You might wish to read Dinno's Gently Clarifying the Application of Horn’s Parallel Analysis to Principal Component Analysis Versus Factor Analysis. Here's a short distillation:
Principal component analysis (PCA) involves the eigen-decomposition of the correlation matrix $\mathbf{R}$ (or less commonly, the covariance matrix $\mathbf{\Sigma}$), to give eigenvectors (which are generally what the substantive interpretation of PCA is about), and eigenvalues, $\mathbf{\Lambda}$ (which are what the empirical retention decisions, like parallel analysis, are based on).

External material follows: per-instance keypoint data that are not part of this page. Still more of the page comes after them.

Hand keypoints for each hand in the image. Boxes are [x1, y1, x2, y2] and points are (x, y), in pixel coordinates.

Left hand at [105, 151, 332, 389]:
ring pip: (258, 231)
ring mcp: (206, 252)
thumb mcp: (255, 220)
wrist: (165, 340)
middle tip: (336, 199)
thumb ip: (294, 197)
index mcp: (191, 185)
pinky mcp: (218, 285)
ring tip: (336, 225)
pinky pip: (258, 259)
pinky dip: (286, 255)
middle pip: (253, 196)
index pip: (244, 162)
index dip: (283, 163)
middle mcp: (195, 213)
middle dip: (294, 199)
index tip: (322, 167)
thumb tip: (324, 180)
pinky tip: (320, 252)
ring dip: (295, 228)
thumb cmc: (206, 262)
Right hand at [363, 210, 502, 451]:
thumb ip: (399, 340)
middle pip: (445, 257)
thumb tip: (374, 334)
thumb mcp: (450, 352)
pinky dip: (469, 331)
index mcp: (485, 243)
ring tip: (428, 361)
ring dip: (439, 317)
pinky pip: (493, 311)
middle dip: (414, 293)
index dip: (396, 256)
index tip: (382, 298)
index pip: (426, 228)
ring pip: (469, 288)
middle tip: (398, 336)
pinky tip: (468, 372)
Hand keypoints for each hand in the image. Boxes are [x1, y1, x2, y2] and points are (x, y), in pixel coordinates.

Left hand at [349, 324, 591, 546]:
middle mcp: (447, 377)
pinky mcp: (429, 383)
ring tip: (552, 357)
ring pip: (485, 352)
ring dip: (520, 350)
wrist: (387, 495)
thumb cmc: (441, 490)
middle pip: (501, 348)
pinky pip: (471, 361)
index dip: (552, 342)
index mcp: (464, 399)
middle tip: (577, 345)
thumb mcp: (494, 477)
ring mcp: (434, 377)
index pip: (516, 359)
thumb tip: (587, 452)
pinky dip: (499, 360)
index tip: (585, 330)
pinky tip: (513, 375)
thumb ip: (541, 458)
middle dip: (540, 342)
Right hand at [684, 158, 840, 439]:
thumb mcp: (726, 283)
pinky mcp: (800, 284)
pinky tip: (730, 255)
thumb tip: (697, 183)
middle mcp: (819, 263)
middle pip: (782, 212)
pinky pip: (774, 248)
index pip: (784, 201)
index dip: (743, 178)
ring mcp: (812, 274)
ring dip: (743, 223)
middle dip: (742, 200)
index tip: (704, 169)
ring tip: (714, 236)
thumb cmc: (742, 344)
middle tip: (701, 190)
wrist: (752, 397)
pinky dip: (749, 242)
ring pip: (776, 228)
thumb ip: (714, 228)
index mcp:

Common factor analysis (FA) involves the eigen-decomposition of the correlation matrix $\mathbf{R}$ with the diagonal elements replaced with the communalities: $\mathbf{C} = \mathbf{R} - \text{diag}(\mathbf{R}^{+})^{+}$, where $\mathbf{R}^{+}$ indicates the generalized inverse (aka Moore-Penrose inverse, or pseudo-inverse) of matrix $\mathbf{R}$, to also give eigenvectors (which are also generally what the substantive interpretation of FA is about), and eigenvalues, $\mathbf{\Lambda}$ (which, as with PCA, are what the empirical retention decisions, like parallel analysis, are based on).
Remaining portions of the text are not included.